You are viewing a plain text version of this content. The canonical link for it is here.
Posted to dev@avro.apache.org by cu...@apache.org on 2010/03/25 17:36:13 UTC

Re: My mainly idea about implement data communicate tool between json/xml/csv and avro data files

> On Thu, Mar 25, 2010 at 12:52 AM, Scott Carey <sc...@richrelevance.com>wrote:
>>  I'm not sure it makes sense to map Avro data into CSV.

I agree that mapping arbitrary Avro data into CSV is difficult.  But, 
for some cases it might be sensible, for example, when the top-level 
schema is a record whose fields are primitive types.  In general, one 
could simply flatten the schema to primitive types, and escape values 
which contain commas.  This will not work well with recursive schemas or 
unions, and one can only restore such a format to Avro if one has the 
identical schema, but I think these might be acceptable, necessary 
limitations.  Errors can be generated if these conditions are not met.

Peng Cui wrote:
> But i think, why we do not generate a schema for
> each CSV data file?

Yes, I think such an approach could be practical and useful.

We should consider uses cases.  One use case is exporting Avro data to 
tools that accept CSV, e.g., a spreadsheet.  A spreadsheet will never 
represent the full structure of Avro data, but, when possible, it might 
still be useful to be able to export Avro data to a spreadsheet.

Doug

Re: My mainly idea about implement data communicate tool between json/xml/csv and avro data files

Posted by Peng Cui <aj...@gmail.com>.
Hi Doug,
It seems that we reach a consensus  that generate a special schema for CSV
data is a useful approach, but i think this can only handler some special
AVRO data.

If the AVRO data file contain recursive or unions data, i think it is hard
or even impossible to change this AVRO data to CSV data file.As you said,
"these might be acceptable, necessary limitations".

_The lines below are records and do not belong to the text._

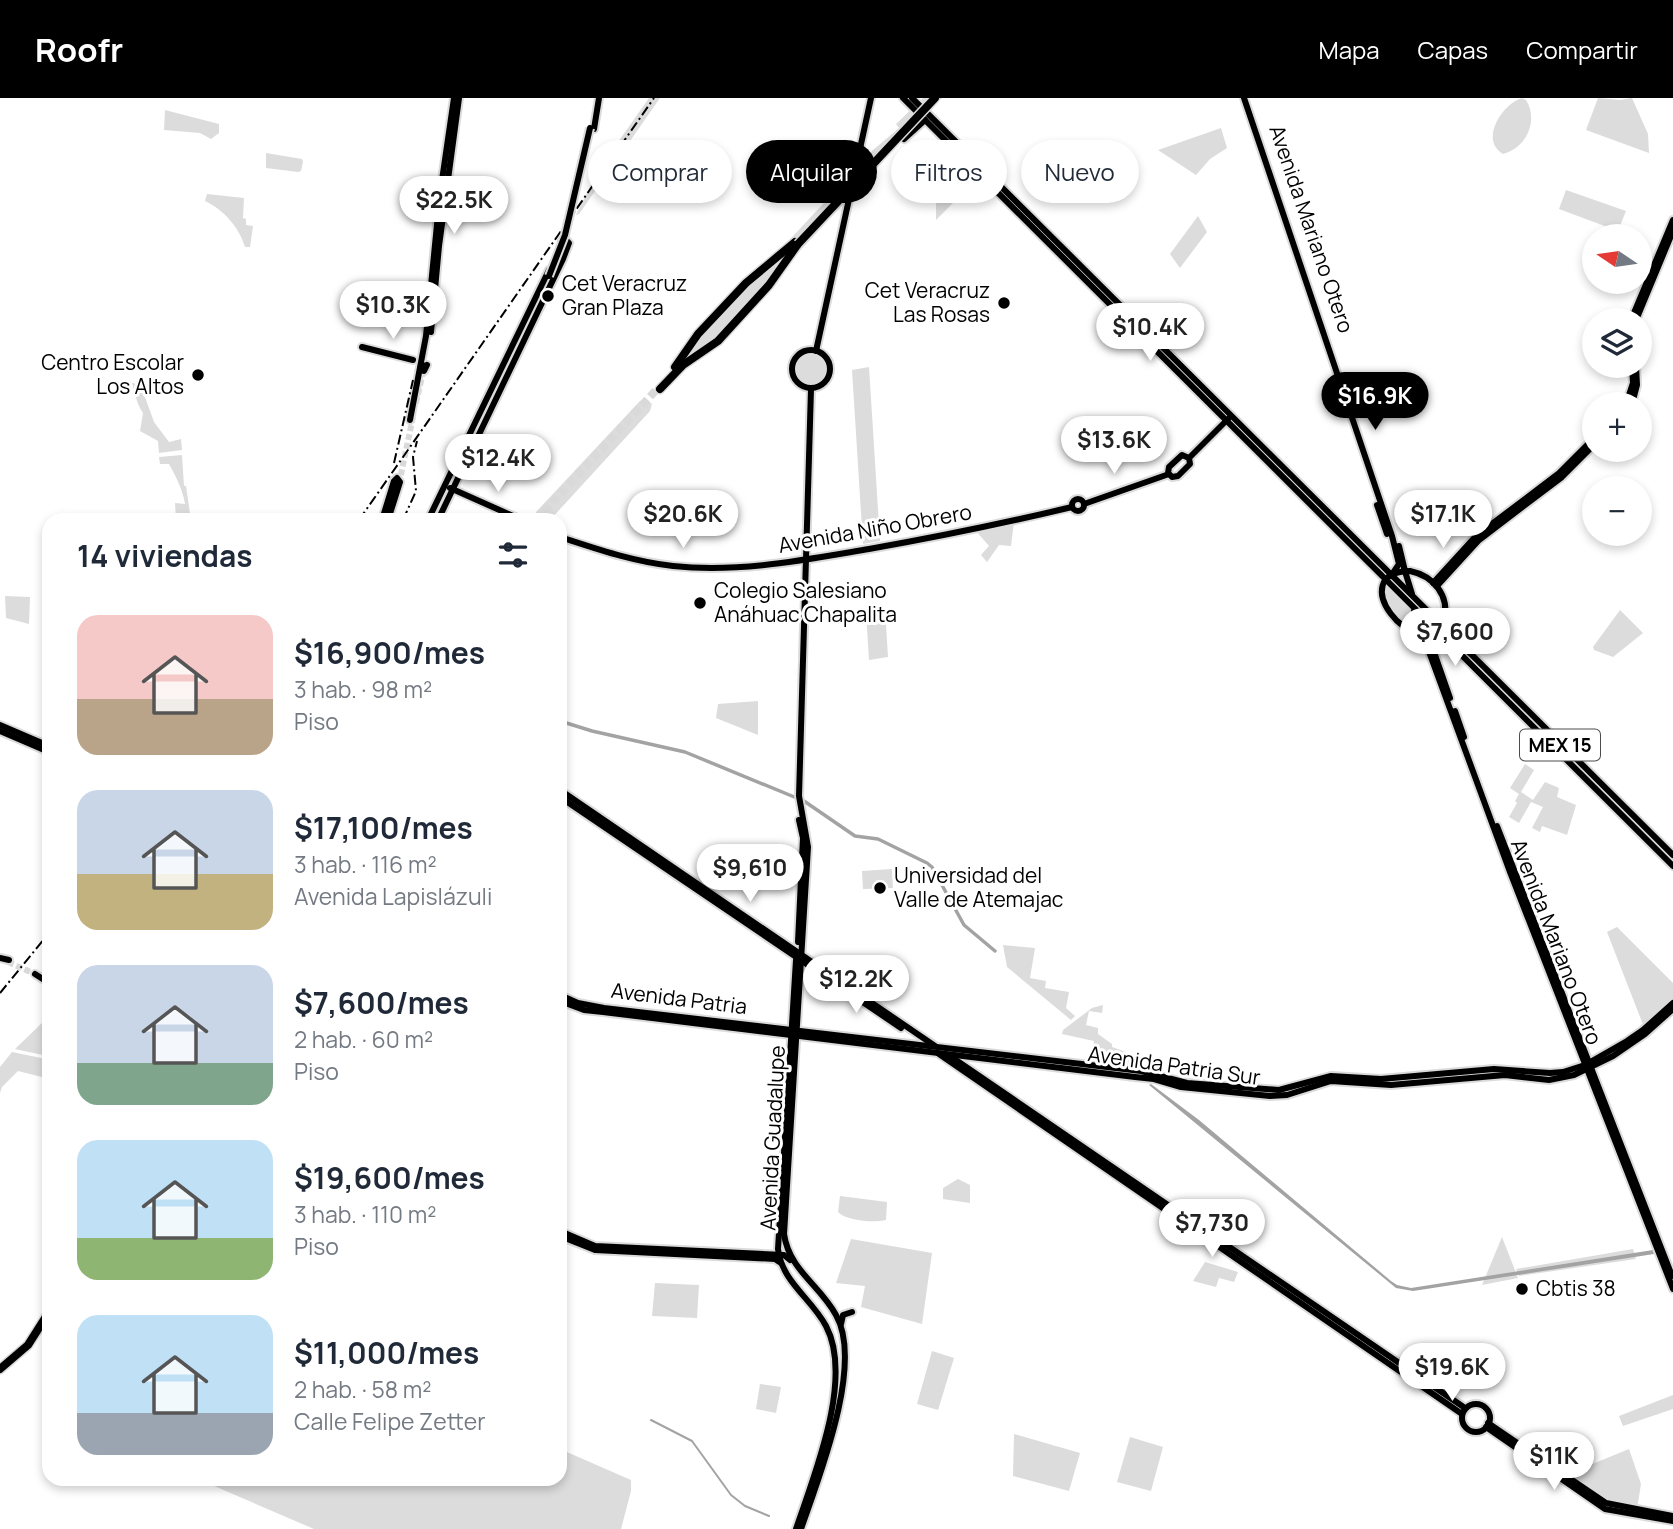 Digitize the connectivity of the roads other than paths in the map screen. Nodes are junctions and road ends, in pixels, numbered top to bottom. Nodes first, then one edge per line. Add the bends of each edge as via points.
1 (456, 98) edge
2 (599, 98) edge
3 (869, 98) edge
4 (903, 98) edge
5 (929, 98) edge
6 (935, 98) edge
7 (1244, 98) edge
8 (915, 101) edge
9 (454, 115) junction
10 (928, 118) junction
11 (904, 139) dead end
12 (949, 140) edge
13 (951, 140) edge
14 (443, 193) junction
15 (1007, 195) edge
16 (1007, 195) edge
17 (1007, 200) edge
18 (1673, 220) edge
19 (1673, 231) edge
20 (797, 243) junction
21 (1063, 252) junction
22 (1639, 308) edge
23 (1639, 308) edge
24 (533, 315) junction
25 (530, 330) junction
26 (519, 335) dead end
27 (426, 336) junction
28 (362, 346) dead end
29 (513, 350) dead end
30 (814, 350) junction
31 (413, 360) dead end
32 (499, 374) junction
33 (492, 389) junction
34 (810, 389) junction
35 (491, 398) junction
36 (1228, 417) junction
37 (410, 421) tunnel mouth
38 (1582, 451) edge
39 (1582, 457) edge
40 (1188, 458) junction
41 (1168, 473) junction
42 (457, 480) junction
43 (398, 483) tunnel mouth
44 (448, 489) junction
45 (1379, 492) junction
46 (464, 494) junction
47 (387, 513) edge
48 (387, 513) edge
49 (388, 513) edge
50 (436, 513) edge
51 (498, 513) edge
52 (506, 513) edge
53 (1391, 535) junction
54 (567, 538) edge
55 (1395, 552) junction
56 (805, 558) junction
57 (1405, 571) junction
58 (1387, 575) junction
59 (1436, 583) junction
60 (1413, 597) junction
61 (1412, 606) junction
62 (1437, 631) junction
63 (1496, 686) junction
64 (1506, 700) junction
65 (1523, 709) junction
66 (1534, 717) junction
67 (0, 725) edge
68 (0, 732) edge
69 (1545, 738) junction
70 (1553, 743) junction
71 (42, 745) edge
72 (42, 745) edge
73 (1588, 779) junction
74 (567, 795) edge
75 (1611, 797) junction
76 (567, 802) edge
77 (1620, 803) junction
78 (1630, 819) junction
79 (1635, 828) junction
80 (1673, 860) edge
81 (743, 919) junction
82 (799, 956) junction
83 (0, 959) edge
84 (8, 961) tunnel mouth
85 (36, 972) tunnel mouth
86 (42, 976) edge
87 (849, 991) junction
88 (567, 998) edge
89 (1673, 1003) edge
90 (567, 1004) edge
91 (1673, 1009) edge
92 (794, 1033) junction
93 (917, 1042) junction
94 (926, 1046) junction
95 (936, 1050) junction
96 (946, 1054) junction
97 (1588, 1067) junction
98 (1282, 1090) junction
99 (1289, 1095) junction
100 (1273, 1096) junction
101 (1046, 1126) junction
102 (567, 1235) edge
103 (567, 1236) edge
104 (779, 1255) junction
105 (781, 1263) junction
106 (796, 1267) junction
107 (787, 1277) junction
108 (1673, 1278) edge
109 (810, 1282) junction
110 (1673, 1289) edge
111 (799, 1291) junction
112 (852, 1312) dead end
113 (42, 1324) edge
114 (42, 1325) edge
115 (842, 1326) junction
116 (42, 1329) edge
117 (36, 1331) dead end
118 (26, 1350) junction
119 (22, 1359) dead end
120 (835, 1363) junction
121 (846, 1365) junction
122 (0, 1371) edge
123 (834, 1376) junction
124 (843, 1378) junction
125 (1464, 1411) junction
126 (1487, 1425) junction
127 (1673, 1518) edge
128 (799, 1529) edge

1 - 9 main road
2 - 24 main road, bridge via 565,235
3 - 30 main road
4 - 8 main road
5 - 20 highway, bridge
6 - 20 highway, bridge
7 - 45 main road, Avenida Mariano Otero
7 - 53 main road, Avenida Mariano Otero
8 - 10 main road
9 - 14 main road
9 - 14 main road
10 - 11 main road
10 - 12 main road
10 - 13 main road
14 - 27 main road
14 - 27 main road via 435,300 423,371
15 - 21 main road
16 - 21 main road
17 - 21 main road
18 - 22 main road
19 - 23 main road
20 - 20 highway via 746,283 698,334 659,389 718,341 760,297
21 - 36 main road
24 - 25 main road
24 - 26 main road
24 - 35 main road
24 - 44 main road
25 - 32 main road via 569,244 565,239
25 - 42 main road
27 - 37 main road
28 - 31 main road
29 - 32 main road
30 - 34 main road via 828,360 830,373 822,384
30 - 34 main road via 800,353 791,367 795,380
32 - 33 main road
33 - 35 main road
33 - 44 main road
34 - 56 main road, Avenida Guadalupe
35 - 44 main road
36 - 40 main road
36 - 58 main road
38 - 59 main road via 1476,536
39 - 59 main road via 1479,540
40 - 41 main road via 1180,456
40 - 41 main road via 1190,464 1178,476
41 - 56 main road, Avenida Niño Obrero via 1083,503 1080,510 1072,506 936,538
42 - 44 main road
42 - 46 main road
43 - 47 main road
44 - 46 main road
44 - 50 main road
44 - 51 main road
45 - 53 main road, Avenida Mariano Otero
45 - 53 main road, Avenida Mariano Otero
46 - 52 main road
48 - 49 main road via 397,478 400,482
53 - 55 main road, Avenida Mariano Otero
53 - 57 main road, Avenida Mariano Otero
54 - 56 main road, Avenida Niño Obrero via 671,566 726,568
55 - 57 main road, Avenida Mariano Otero
55 - 58 main road via 1394,566
55 - 58 main road, Avenida Mariano Otero via 1398,566
56 - 82 main road, Avenida Guadalupe via 798,799 808,838
57 - 58 main road
57 - 59 main road
57 - 60 main road, Avenida Mariano Otero
58 - 60 main road
58 - 61 main road
58 - 62 main road via 1382,594 1389,612 1407,628
59 - 62 main road via 1446,603
60 - 62 main road via 1432,615
61 - 62 main road, Avenida Mariano Otero
61 - 62 main road
62 - 63 main road, MEX 15
62 - 64 main road
62 - 65 main road, MEX 15
62 - 66 main road
62 - 97 main road, Avenida Mariano Otero via 1494,831
63 - 64 main road
63 - 70 main road, MEX 15
64 - 69 main road
65 - 66 main road
65 - 75 main road, MEX 15
66 - 77 main road
67 - 71 main road
68 - 72 main road
69 - 70 main road
69 - 73 main road
70 - 73 main road, MEX 15
73 - 78 main road, MEX 15
73 - 79 main road
74 - 81 main road
75 - 77 main road
75 - 80 main road, MEX 15
76 - 81 main road
77 - 80 main road
78 - 79 main road
78 - 80 main road, MEX 15
79 - 80 main road
81 - 82 main road
82 - 87 main road
82 - 92 main road, Avenida Guadalupe
83 - 84 main road
85 - 86 main road
87 - 93 main road
87 - 94 main road
88 - 92 main road, Avenida Patria via 590,1006
89 - 97 main road via 1643,1030
90 - 92 main road, Avenida Patria via 603,1013
91 - 97 main road via 1641,1037
92 - 93 main road
92 - 94 main road, Avenida Patria Sur
92 - 104 main road, Avenida Guadalupe
92 - 106 main road, Avenida Guadalupe via 784,1227
93 - 94 main road
94 - 95 main road, Avenida Patria Sur
94 - 95 main road
95 - 96 main road, Avenida Patria Sur
95 - 98 main road, Avenida Patria Sur
95 - 101 main road
96 - 100 main road, Avenida Patria Sur
96 - 101 main road
97 - 98 main road, Avenida Patria Sur via 1549,1073 1494,1069 1394,1079 1331,1076
97 - 99 main road, Avenida Patria Sur via 1549,1080 1505,1075 1391,1085 1331,1081
97 - 108 main road, Avenida Mariano Otero
97 - 110 main road, Avenida Mariano Otero
98 - 99 main road
98 - 100 main road
99 - 100 main road, Avenida Patria Sur
101 - 125 main road
102 - 104 main road via 595,1245
103 - 105 main road via 595,1250 775,1259
104 - 105 main road, Avenida Guadalupe
104 - 106 main road via 787,1256
105 - 107 main road, Avenida Guadalupe
106 - 107 main road via 796,1277
106 - 109 main road, Avenida Guadalupe
107 - 111 main road, Avenida Guadalupe
109 - 111 main road via 801,1282
109 - 115 main road, Avenida Guadalupe
111 - 120 main road, Avenida Guadalupe via 831,1336
112 - 115 main road via 842,1315
113 - 117 highway
114 - 122 highway
115 - 121 main road, Avenida Guadalupe
116 - 118 highway
118 - 119 highway
118 - 122 highway
120 - 121 main road via 840,1368
120 - 123 main road, Avenida Guadalupe
121 - 124 main road, Avenida Guadalupe
123 - 124 main road
123 - 128 main road, Avenida Guadalupe via 831,1415
124 - 128 main road, Avenida Guadalupe via 836,1419
125 - 126 main road via 1463,1424 1470,1431
125 - 126 main road via 1473,1404 1482,1405 1489,1415
126 - 127 main road via 1606,1503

But storing CSV data to AVRO data is always feasible, so, we reach a
conclusion:
CSV to AVRO , ok
AVRO to CSV , partial

Peng

On Fri, Mar 26, 2010 at 12:36 AM, <cu...@apache.org> wrote:

>  On Thu, Mar 25, 2010 at 12:52 AM, Scott Carey <scott@richrelevance.com
>> >wrote:
>>
>>>  I'm not sure it makes sense to map Avro data into CSV.
>>>
>>
> I agree that mapping arbitrary Avro data into CSV is difficult.  But, for
> some cases it might be sensible, for example, when the top-level schema is a
> record whose fields are primitive types.  In general, one could simply
> flatten the schema to primitive types, and escape values which contain
> commas.  This will not work well with recursive schemas or unions, and one
> can only restore such a format to Avro if one has the identical schema, but
> I think these might be acceptable, necessary limitations.  Errors can be
> generated if these conditions are not met.
>
>
> Peng Cui wrote:
>
>> But i think, why we do not generate a schema for
>> each CSV data file?
>>
>
> Yes, I think such an approach could be practical and useful.
>
> We should consider uses cases.  One use case is exporting Avro data to
> tools that accept CSV, e.g., a spreadsheet.  A spreadsheet will never
> represent the full structure of Avro data, but, when possible, it might
> still be useful to be able to export Avro data to a spreadsheet.
>
> Doug
>